What you should do: Nothing in the records should differ when they are repeated. Restate them word for word.

Entries provided:
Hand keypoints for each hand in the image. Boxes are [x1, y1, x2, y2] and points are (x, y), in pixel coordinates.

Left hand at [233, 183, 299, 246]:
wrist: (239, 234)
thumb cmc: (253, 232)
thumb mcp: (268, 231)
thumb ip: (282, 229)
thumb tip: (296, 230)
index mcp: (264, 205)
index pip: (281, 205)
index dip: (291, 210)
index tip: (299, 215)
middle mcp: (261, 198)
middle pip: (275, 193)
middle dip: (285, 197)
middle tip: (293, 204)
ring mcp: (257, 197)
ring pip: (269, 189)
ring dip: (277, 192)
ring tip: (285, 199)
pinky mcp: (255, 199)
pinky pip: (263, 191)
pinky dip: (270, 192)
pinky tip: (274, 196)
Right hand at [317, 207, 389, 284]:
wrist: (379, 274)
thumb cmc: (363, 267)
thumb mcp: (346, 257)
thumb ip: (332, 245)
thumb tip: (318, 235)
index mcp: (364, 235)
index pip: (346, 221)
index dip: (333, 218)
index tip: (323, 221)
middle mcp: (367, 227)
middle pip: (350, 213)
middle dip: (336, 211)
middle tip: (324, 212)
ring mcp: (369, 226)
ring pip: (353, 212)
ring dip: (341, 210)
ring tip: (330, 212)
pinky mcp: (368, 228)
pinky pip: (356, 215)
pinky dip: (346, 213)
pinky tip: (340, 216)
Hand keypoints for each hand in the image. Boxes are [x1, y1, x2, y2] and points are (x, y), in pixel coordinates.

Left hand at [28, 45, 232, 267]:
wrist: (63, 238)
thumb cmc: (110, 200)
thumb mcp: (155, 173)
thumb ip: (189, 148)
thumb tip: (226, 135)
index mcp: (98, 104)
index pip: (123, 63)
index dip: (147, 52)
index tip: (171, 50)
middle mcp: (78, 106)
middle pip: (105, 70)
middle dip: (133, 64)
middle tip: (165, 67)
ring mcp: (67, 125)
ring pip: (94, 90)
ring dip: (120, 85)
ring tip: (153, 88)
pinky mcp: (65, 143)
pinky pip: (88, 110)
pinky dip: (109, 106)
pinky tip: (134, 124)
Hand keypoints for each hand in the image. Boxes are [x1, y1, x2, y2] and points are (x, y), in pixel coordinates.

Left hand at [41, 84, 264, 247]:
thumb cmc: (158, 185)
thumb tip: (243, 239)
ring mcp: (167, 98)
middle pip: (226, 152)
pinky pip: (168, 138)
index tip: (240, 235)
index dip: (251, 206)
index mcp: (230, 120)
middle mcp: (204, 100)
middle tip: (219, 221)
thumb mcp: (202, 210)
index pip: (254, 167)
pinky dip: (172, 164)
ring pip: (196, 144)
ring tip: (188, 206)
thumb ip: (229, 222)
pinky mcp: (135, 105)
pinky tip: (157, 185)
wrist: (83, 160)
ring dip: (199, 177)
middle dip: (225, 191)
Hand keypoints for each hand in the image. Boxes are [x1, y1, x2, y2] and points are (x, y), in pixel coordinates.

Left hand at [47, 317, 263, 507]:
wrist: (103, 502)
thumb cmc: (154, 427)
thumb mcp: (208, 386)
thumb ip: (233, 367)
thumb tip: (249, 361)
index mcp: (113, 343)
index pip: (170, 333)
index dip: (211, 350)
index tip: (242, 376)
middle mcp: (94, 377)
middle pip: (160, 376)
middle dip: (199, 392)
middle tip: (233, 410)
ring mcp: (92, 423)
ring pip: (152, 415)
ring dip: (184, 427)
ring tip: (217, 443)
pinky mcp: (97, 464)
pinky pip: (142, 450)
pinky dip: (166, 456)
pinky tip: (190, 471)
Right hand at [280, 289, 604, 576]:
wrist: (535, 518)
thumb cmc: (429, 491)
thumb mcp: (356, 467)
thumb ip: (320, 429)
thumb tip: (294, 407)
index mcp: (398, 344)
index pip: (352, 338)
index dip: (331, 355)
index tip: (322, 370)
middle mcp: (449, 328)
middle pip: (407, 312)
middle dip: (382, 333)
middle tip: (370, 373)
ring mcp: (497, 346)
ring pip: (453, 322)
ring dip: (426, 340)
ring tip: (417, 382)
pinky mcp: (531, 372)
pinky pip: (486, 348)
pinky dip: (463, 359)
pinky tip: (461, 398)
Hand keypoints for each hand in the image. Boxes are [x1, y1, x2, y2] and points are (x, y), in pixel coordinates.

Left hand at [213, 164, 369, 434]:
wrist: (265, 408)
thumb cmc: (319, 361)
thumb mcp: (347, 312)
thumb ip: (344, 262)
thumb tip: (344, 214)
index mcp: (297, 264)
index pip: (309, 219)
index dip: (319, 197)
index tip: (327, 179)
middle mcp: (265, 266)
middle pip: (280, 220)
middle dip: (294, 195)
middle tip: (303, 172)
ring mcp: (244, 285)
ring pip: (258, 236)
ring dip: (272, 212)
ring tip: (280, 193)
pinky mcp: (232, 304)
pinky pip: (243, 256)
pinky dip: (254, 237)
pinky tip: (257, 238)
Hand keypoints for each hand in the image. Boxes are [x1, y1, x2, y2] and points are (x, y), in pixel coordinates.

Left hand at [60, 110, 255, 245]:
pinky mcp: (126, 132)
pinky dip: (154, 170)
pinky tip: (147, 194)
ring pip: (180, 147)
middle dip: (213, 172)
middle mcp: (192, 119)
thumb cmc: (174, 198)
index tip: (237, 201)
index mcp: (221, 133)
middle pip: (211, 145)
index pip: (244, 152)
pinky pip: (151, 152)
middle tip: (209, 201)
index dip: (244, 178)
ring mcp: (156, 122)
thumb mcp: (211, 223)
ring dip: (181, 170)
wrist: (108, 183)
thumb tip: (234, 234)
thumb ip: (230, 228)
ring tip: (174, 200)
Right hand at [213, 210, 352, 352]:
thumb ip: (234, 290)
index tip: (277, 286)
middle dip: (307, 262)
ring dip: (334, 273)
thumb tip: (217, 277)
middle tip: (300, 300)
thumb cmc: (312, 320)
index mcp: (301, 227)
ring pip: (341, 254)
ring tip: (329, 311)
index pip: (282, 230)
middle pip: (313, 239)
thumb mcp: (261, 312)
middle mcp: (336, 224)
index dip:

Problem solution:
Hand keypoints for each hand in the image. Boxes are [x1, y1, x2, y2] and points are (x, y), in pixel coordinates.

Left hand at [233, 183, 299, 246]:
wrist: (239, 234)
thumb cmc: (253, 232)
thumb mcp: (268, 231)
thumb ip: (282, 229)
thumb tip: (296, 230)
index mcp: (264, 205)
index pip: (281, 205)
index dip: (291, 210)
index tip: (299, 215)
middle mcp: (261, 198)
middle pip: (275, 193)
middle dip: (285, 197)
middle tip: (293, 204)
ring mcp: (257, 197)
ring pip: (269, 189)
ring dip: (277, 192)
ring tip: (285, 199)
pinky mcp: (255, 199)
pinky pip: (263, 191)
pinky dip: (270, 192)
pinky tip: (274, 196)
Right hand at [317, 207, 389, 284]:
wrist: (379, 274)
thumb cmc: (363, 267)
thumb mcp: (346, 257)
thumb ip: (332, 245)
thumb tip: (318, 235)
index mcp: (364, 235)
index pip: (346, 221)
index dip: (333, 218)
index tip: (323, 221)
middle mcp: (367, 227)
middle pip: (350, 213)
middle dip: (336, 211)
middle tip: (324, 212)
ring mcp: (369, 226)
ring pip: (353, 212)
ring dip: (341, 210)
ring tip: (330, 212)
pinky mcp: (368, 228)
pinky pip: (356, 215)
pinky dip: (346, 213)
pinky tip: (340, 216)
Hand keypoints for each hand in the image. Boxes are [x1, y1, x2, y2] and points are (x, y), in pixel coordinates.

Left hand at [28, 45, 232, 267]:
wrist: (63, 238)
thumb cmc: (110, 200)
thumb mcp: (155, 173)
thumb ip: (189, 148)
thumb tip: (226, 135)
index mcp: (98, 104)
index pip: (123, 63)
index dip: (147, 52)
index tip: (171, 50)
middle mcp: (78, 106)
middle pip: (105, 70)
middle dip: (133, 64)
middle tip: (165, 67)
ring mcp: (67, 125)
ring pip: (94, 90)
ring dip: (120, 85)
ring tip: (153, 88)
pinky mcp: (65, 143)
pinky pip: (88, 110)
pinky dip: (109, 106)
pinky tip: (134, 124)
Hand keypoints for each hand in the image. Boxes are [x1, y1, x2, y2] and points are (x, y), in pixel coordinates.

Left hand at [41, 84, 264, 247]:
thumb cmc: (158, 185)
thumb tip: (243, 239)
ring mcp: (167, 98)
middle pip: (226, 152)
pinky pip: (168, 138)
index tip: (240, 235)
index dip: (251, 206)
index mcp: (230, 120)
middle mcp: (204, 100)
middle tip: (219, 221)
thumb mcp: (202, 210)
index pip: (254, 167)
pinky dip: (172, 164)
ring pip: (196, 144)
ring tip: (188, 206)
thumb ip: (229, 222)
pinky mcp: (135, 105)
pinky tip: (157, 185)
wrist: (83, 160)
ring dip: (199, 177)
middle dip: (225, 191)
Hand keypoints for each hand in the image. Boxes are [x1, y1, x2, y2] and points are (x, y), in pixel coordinates.

Left hand at [47, 317, 263, 507]:
wrist: (103, 502)
thumb cmc: (154, 427)
thumb mcp: (208, 386)
thumb ip: (233, 367)
thumb tip: (249, 361)
index mcp: (113, 343)
index pip: (170, 333)
index dip: (211, 350)
index tip: (242, 376)
middle mcp: (94, 377)
middle pip: (160, 376)
middle dip: (199, 392)
middle tip: (233, 410)
ring mcp: (92, 423)
ring pip: (152, 415)
ring dip: (184, 427)
ring tip: (217, 443)
pinky mcp: (97, 464)
pinky pip: (142, 450)
pinky dip: (166, 456)
pinky tip: (190, 471)
Right hand at [280, 289, 604, 576]:
wrist: (535, 518)
thumb cmc: (429, 491)
thumb mcp: (356, 467)
thumb ip: (320, 429)
thumb tip: (294, 407)
index mcp: (398, 344)
index pip: (352, 338)
index dip: (331, 355)
index tip: (322, 370)
middle mcp: (449, 328)
middle pip: (407, 312)
middle dip: (382, 333)
middle tip: (370, 373)
ring mcp: (497, 346)
ring pip: (453, 322)
ring dip: (426, 340)
ring tip: (417, 382)
pinky mcp: (531, 372)
pinky pip: (486, 348)
pinky dip: (463, 359)
pinky tip: (461, 398)
Hand keypoints for each hand in the image. Boxes are [x1, y1, x2, y2] and points are (x, y), in pixel coordinates.

Left hand at [213, 164, 369, 434]:
wrist: (265, 408)
thumb cmc: (319, 361)
thumb mcp: (347, 312)
thumb ip: (344, 262)
thumb tip: (344, 214)
index mcp: (297, 264)
index pip: (309, 219)
index dip: (319, 197)
index tip: (327, 179)
middle mcp: (265, 266)
middle pip: (280, 220)
middle dip: (294, 195)
middle tip: (303, 172)
ring mcp: (244, 285)
ring pip: (258, 236)
ring dip: (272, 212)
ring tip: (280, 193)
pinky mcp: (232, 304)
pinky pip: (243, 256)
pinky dip: (254, 237)
pinky tip: (257, 238)
Hand keypoints for each hand in the image. Boxes are [x1, y1, x2, y2] and points are (x, y), in pixel coordinates.

Left hand at [60, 110, 255, 245]:
pinky mcp: (126, 132)
pinky dip: (154, 170)
pinky tip: (147, 194)
ring pip: (180, 147)
middle dip: (213, 172)
middle mcp: (192, 119)
thumb cmc: (174, 198)
index tip: (237, 201)
index mcp: (221, 133)
middle pip: (211, 145)
index pip: (244, 152)
pinky pip: (151, 152)
middle tip: (209, 201)
index dip: (244, 178)
ring mcp: (156, 122)
thumb mcp: (211, 223)
ring dip: (181, 170)
wrist: (108, 183)
thumb tip: (234, 234)
thumb ip: (230, 228)
ring tip: (174, 200)
Right hand at [213, 210, 352, 352]:
thumb ip: (234, 290)
index tip: (277, 286)
middle dip: (307, 262)
ring dip: (334, 273)
thumb tip: (217, 277)
middle tip: (300, 300)
thumb cmc: (312, 320)
index mcp: (301, 227)
ring pip: (341, 254)
ring tip: (329, 311)
index pip: (282, 230)
middle pip: (313, 239)
thumb mcp: (261, 312)
middle mcp: (336, 224)
index dip:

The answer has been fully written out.